RESIDENTIAL EXTERIOR IMPROVEMENT GRANT AGREEMENT - NG-R-25-04RESIDENTIAL EXTERIOR IMPROVEMENT GRANT AGREEMENT
NG -R-25-04
This Residential Exterior Improvement Grant Agreement (this "Agreement") is made as of
(the "Effective Date"), by and between THE COMMUNITY REDEVELOPMENT
AGE CY OF THE CITY OF CLEARWATER, FLORIDA, a public body corporate and politic of
the State of Florida created pursuant to Part III, Chapter 163, Florida Statutes (the "Agency"), and
Barbara Miller, an individual (the "Applicant ")(collectively the Agency and the Applicant are the
"Parties").
WITNESSETH:
WHEREAS, the Agency was created to implement community redevelopment activities as
provided in the Florida Community Redevelopment Act of 1969 (the "Act") codified at Chapter 163,
Part III, Florida Statutes; and
WHEREAS, on January 12, 2023, the Agency adopted the North Greenwood Community
Redevelopment Area Plan (the "Plan"); and
WHEREAS, in furtherance of the Plan, the Agency has established the Residential Exterior
Improvement Grant Program (the "Program") to rehabilitate single-family homes, improve property
conditions, aesthetics, reduce housing cost burden, and aid in the elimination of slum and blight in
the North Greenwood Community Redevelopment Area (the "Redevelopment Area"); and
WHEREAS, the Agency has approved a grant to the Applicant in an amount not to exceed
$12,832.69 in financial assistance under the Program to provide exterior improvement assistance to
the property located at 1735 Jade Avenue Clearwater, Florida 33755 (the "Property").

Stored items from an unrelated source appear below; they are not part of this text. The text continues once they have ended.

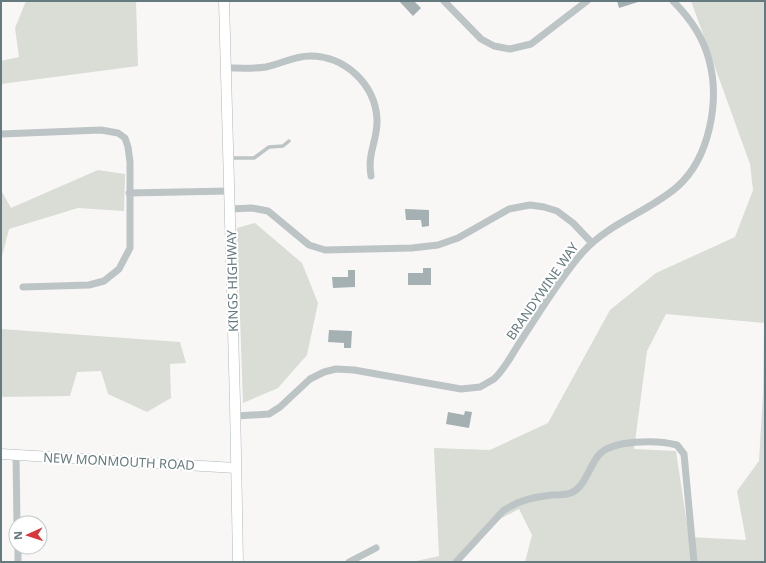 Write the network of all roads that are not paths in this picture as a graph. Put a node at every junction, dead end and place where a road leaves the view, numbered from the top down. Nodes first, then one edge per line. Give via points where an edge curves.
1 (224, 1) edge
2 (444, 1) edge
3 (587, 1) edge
4 (673, 1) edge
5 (226, 68) junction
6 (1, 134) edge
7 (289, 141) dead end
8 (228, 158) junction
9 (371, 176) dead end
10 (229, 191) junction
11 (129, 193) junction
12 (230, 209) junction
13 (592, 243) junction
14 (24, 287) dead end
15 (236, 416) junction
16 (1, 454) edge
17 (16, 455) junction
18 (236, 468) junction
19 (17, 515) edge
20 (376, 548) dead end
21 (238, 562) edge
22 (349, 562) edge
23 (456, 562) edge
24 (694, 562) edge

1 - 5 street, KINGS HIGHWAY
2 - 3 street via 481,39 494,46 510,49 531,44
4 - 13 street, BRANDYWINE WAY via 696,28 709,60 713,98 704,143 695,163 678,186 623,220
5 - 8 street, KINGS HIGHWAY
5 - 9 street via 265,67 296,57 310,56 330,58 346,66 367,87 376,110 376,131 369,158
6 - 11 street via 101,130 118,133 125,138 128,147
7 - 8 lane via 283,146 268,147 254,158
8 - 10 street, KINGS HIGHWAY
10 - 11 street
10 - 12 street, KINGS HIGHWAY
11 - 14 street via 130,251 116,272 104,281 90,285
12 - 13 street via 252,208 268,211 309,245 325,250 438,245 458,238 509,209 530,205 557,211
12 - 15 street, KINGS HIGHWAY
13 - 15 street, BRANDYWINE WAY via 564,276 500,373 486,384 472,389 461,389 336,369 310,379 273,412 264,415
15 - 18 street, KINGS HIGHWAY
16 - 17 street, NEW MONMOUTH ROAD
17 - 18 street, NEW MONMOUTH ROAD
17 - 19 street
18 - 21 street, KINGS HIGHWAY
20 - 22 street
23 - 24 street via 510,506 526,499 567,494 576,490 598,456 607,449 619,445 661,442 677,445 684,454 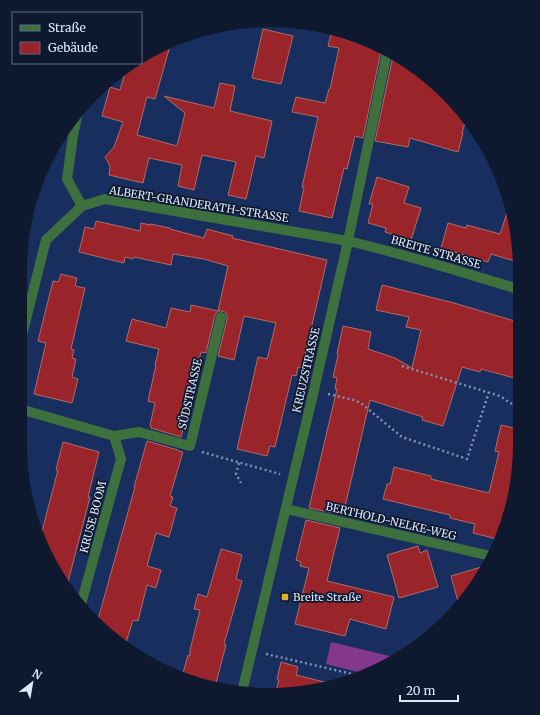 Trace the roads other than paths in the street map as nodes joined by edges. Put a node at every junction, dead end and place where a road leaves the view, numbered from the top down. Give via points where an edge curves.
1 (386, 57) edge
2 (68, 135) edge
3 (82, 206) junction
4 (348, 241) junction
5 (513, 288) edge
6 (27, 315) edge
7 (220, 317) dead end
8 (27, 411) edge
9 (114, 436) junction
10 (286, 509) junction
11 (486, 555) edge
12 (82, 599) edge
13 (243, 686) edge

1 - 4 street, KREUZSTRASSE
2 - 3 street via 67,179
3 - 4 street, ALBERT-GRANDERATH-STRASSE via 105,199
3 - 6 street, ALBERT-GRANDERATH-STRASSE via 46,240
4 - 5 street, BREITE STRASSE
4 - 10 street, KREUZSTRASSE
7 - 9 street, SÜDSTRASSE via 190,446 139,432
8 - 9 street, SÜDSTRASSE
9 - 12 street, KRUSE BOOM via 121,459
10 - 11 street, BERTHOLD-NELKE-WEG
10 - 13 street, KREUZSTRASSE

The grant is
intended to update the bathroom to be ADA compliant and replace a window at the Property (the
"Project") as further detailed in the Applicant's grant application and plan specifications attached
hereto as Exhibit "C" (the "Specifications"); and
WHEREAS, the Agency finds that providing financial assistance for the exterior
improvement of the Property is a permissible use of the Agency's funds; and
WHEREAS, the Agency finds that the Project comports with and furthers the goals,
objectives, and policies of the Plan.
NOW, THEREFORE, in consideration of the mutual promises and covenants contained
herein, the Parties hereby agree as follows:
I. GENERAL
1. Recitals. The foregoing recitals are true and correct and are incorporated in and form a
part of this Agreement.
2. Purpose of Agreement. The purpose of this Agreement is to further the implementation of
the Plan by the completion of the Project.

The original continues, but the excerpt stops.